_LISTED RECORDS_
####################

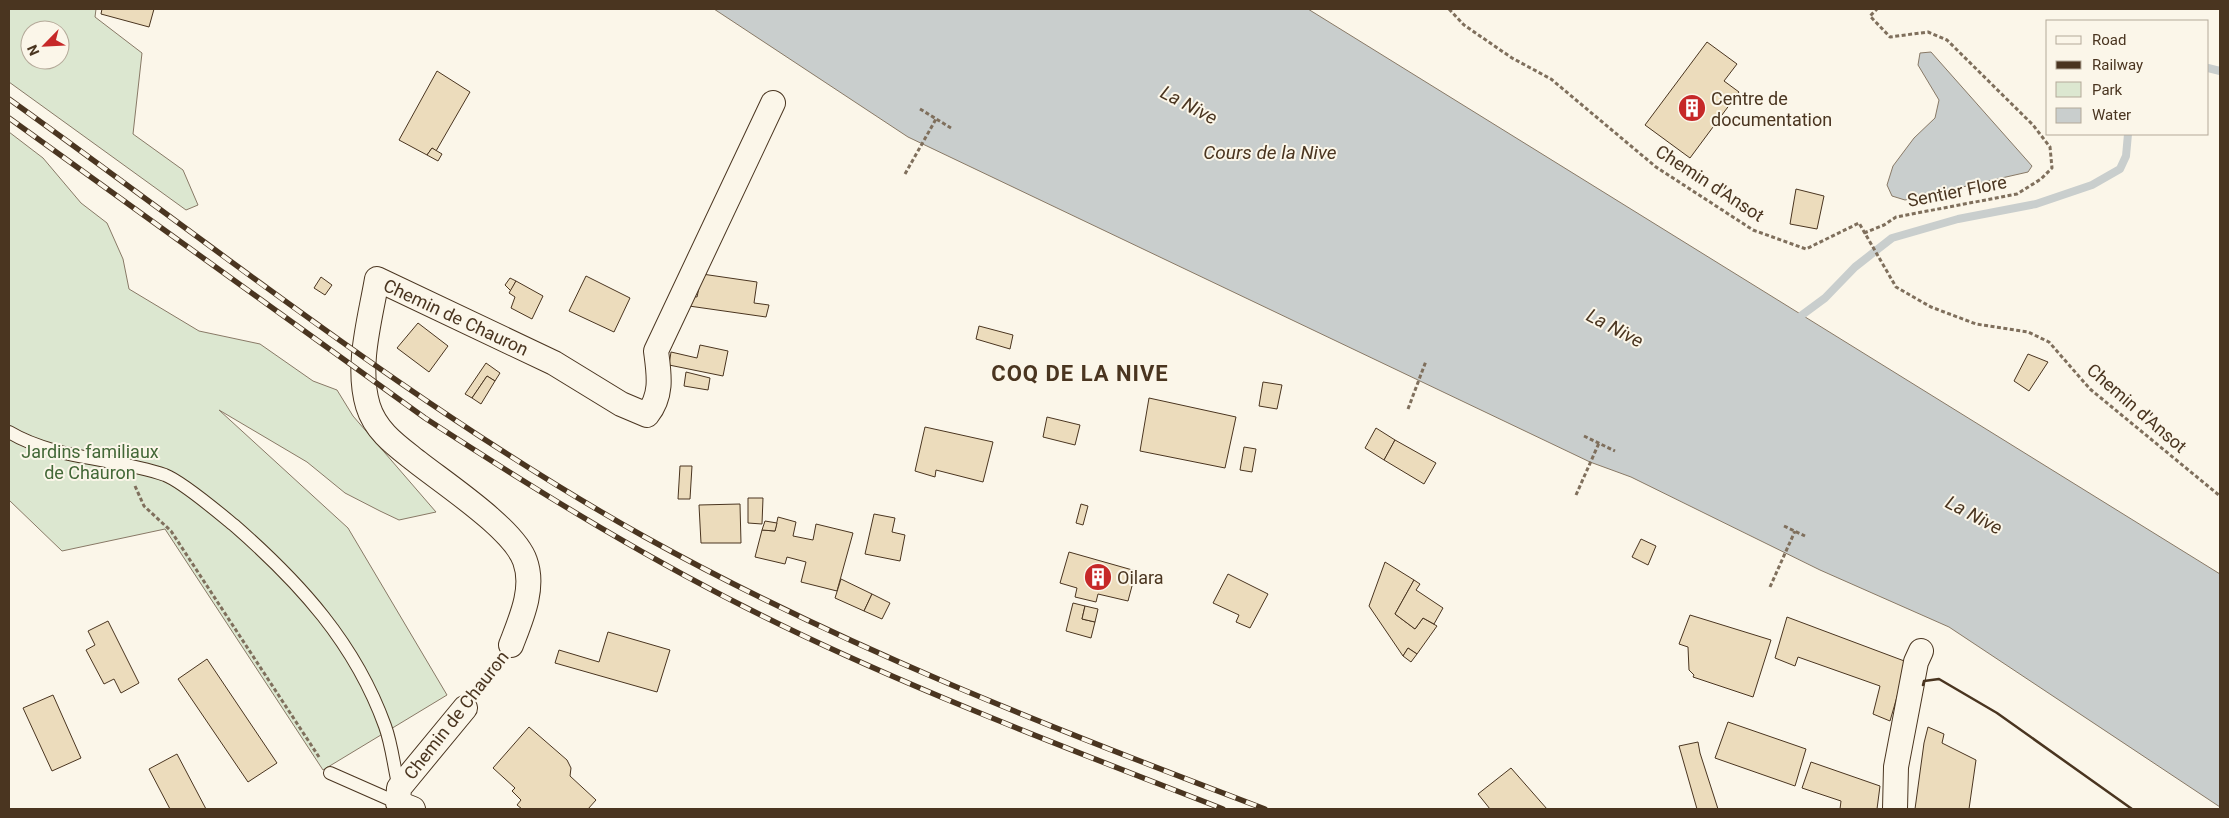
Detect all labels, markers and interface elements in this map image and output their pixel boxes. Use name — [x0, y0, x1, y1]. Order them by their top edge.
north arrow — [20, 20, 70, 70]
legend — [2046, 20, 2209, 135]
text: Road — [2092, 31, 2126, 49]
text: N — [24, 43, 42, 58]
text: Railway — [2092, 56, 2143, 74]
water label: La Nive — [1157, 81, 1221, 130]
text: Park — [2092, 81, 2123, 99]
place label: Centre de documentation — [1711, 88, 1832, 130]
building icon: Centre de documentation — [1677, 93, 1707, 123]
text: Water — [2092, 106, 2131, 124]
street label: Chemin d'Ansot — [1652, 140, 1768, 226]
water label: Cours de la Nive — [1203, 141, 1337, 164]
street label: Sentier Flore — [1906, 171, 2008, 211]
street label: Chemin de Chauron — [380, 274, 532, 360]
water label: La Nive — [1583, 304, 1647, 353]
street label: Chemin d'Ansot — [2083, 359, 2191, 457]
district label: COQ DE LA NIVE — [991, 361, 1169, 386]
park label: Jardins familiaux de Chauron — [21, 441, 159, 483]
water label: La Nive — [1942, 491, 2006, 540]
building icon: Oilara — [1083, 562, 1113, 592]
place label: Oilara — [1117, 567, 1163, 588]
street label: Chemin de Chauron — [399, 647, 513, 783]

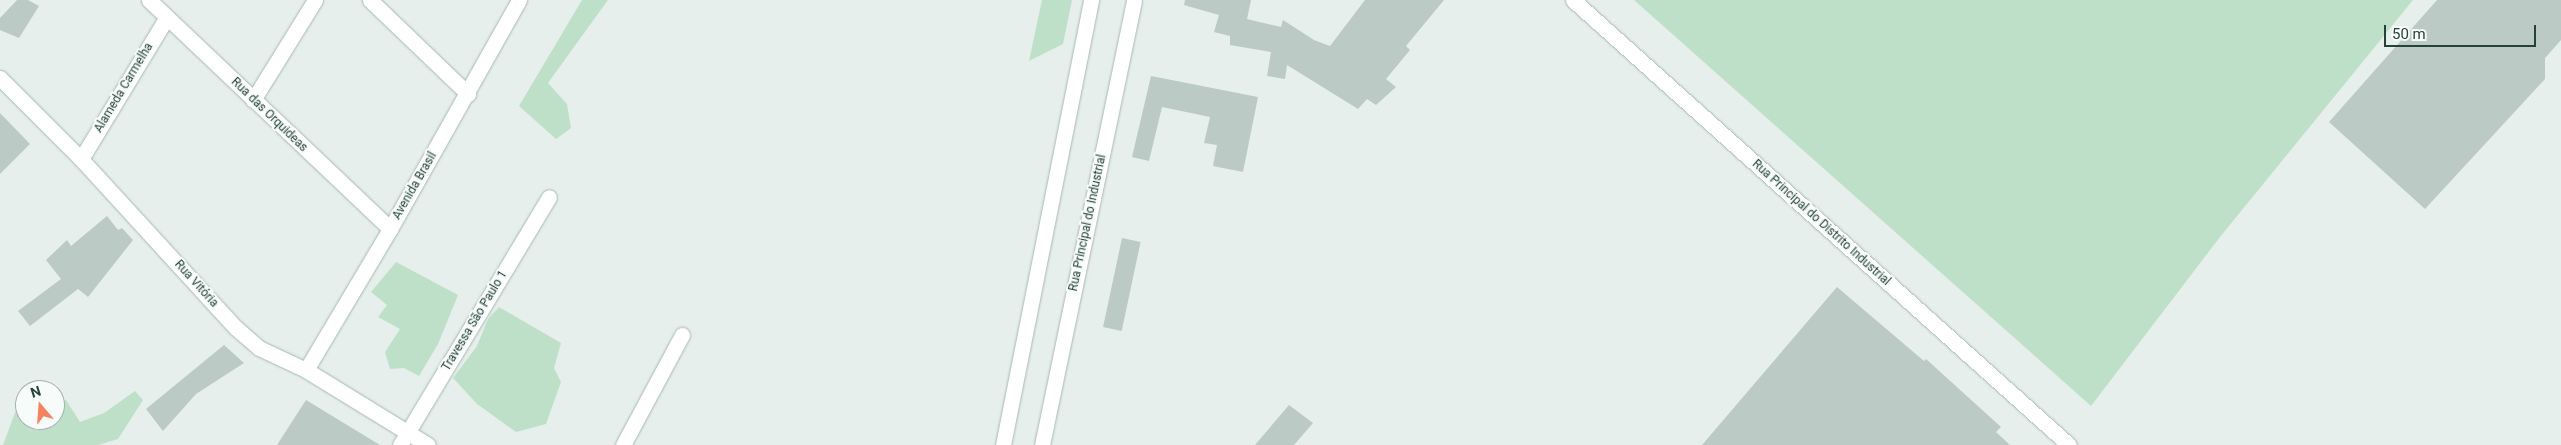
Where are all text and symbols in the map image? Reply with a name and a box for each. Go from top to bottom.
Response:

####################

_DESCRIPTION OF THE TASK_
All of the data above should be transcribed verbatim, with pictures omitted.

_TASK RESULT_
Detect all labels, markers and interface elements in this map image and output their pixel boxes. Use name — [x0, y0, x1, y1]. Order them by their top edge.
north arrow — [20, 20, 70, 70]
legend — [2046, 20, 2209, 135]
text: Road — [2092, 31, 2126, 49]
text: N — [24, 43, 42, 58]
text: Railway — [2092, 56, 2143, 74]
water label: La Nive — [1157, 81, 1221, 130]
text: Park — [2092, 81, 2123, 99]
place label: Centre de documentation — [1711, 88, 1832, 130]
building icon: Centre de documentation — [1677, 93, 1707, 123]
text: Water — [2092, 106, 2131, 124]
street label: Chemin d'Ansot — [1652, 140, 1768, 226]
water label: Cours de la Nive — [1203, 141, 1337, 164]
street label: Sentier Flore — [1906, 171, 2008, 211]
street label: Chemin de Chauron — [380, 274, 532, 360]
water label: La Nive — [1583, 304, 1647, 353]
street label: Chemin d'Ansot — [2083, 359, 2191, 457]
district label: COQ DE LA NIVE — [991, 361, 1169, 386]
park label: Jardins familiaux de Chauron — [21, 441, 159, 483]
water label: La Nive — [1942, 491, 2006, 540]
building icon: Oilara — [1083, 562, 1113, 592]
place label: Oilara — [1117, 567, 1163, 588]
street label: Chemin de Chauron — [399, 647, 513, 783]

Where are all text and symbols in the map image? Reply with a name and a box for each. Go from top to bottom.
Response:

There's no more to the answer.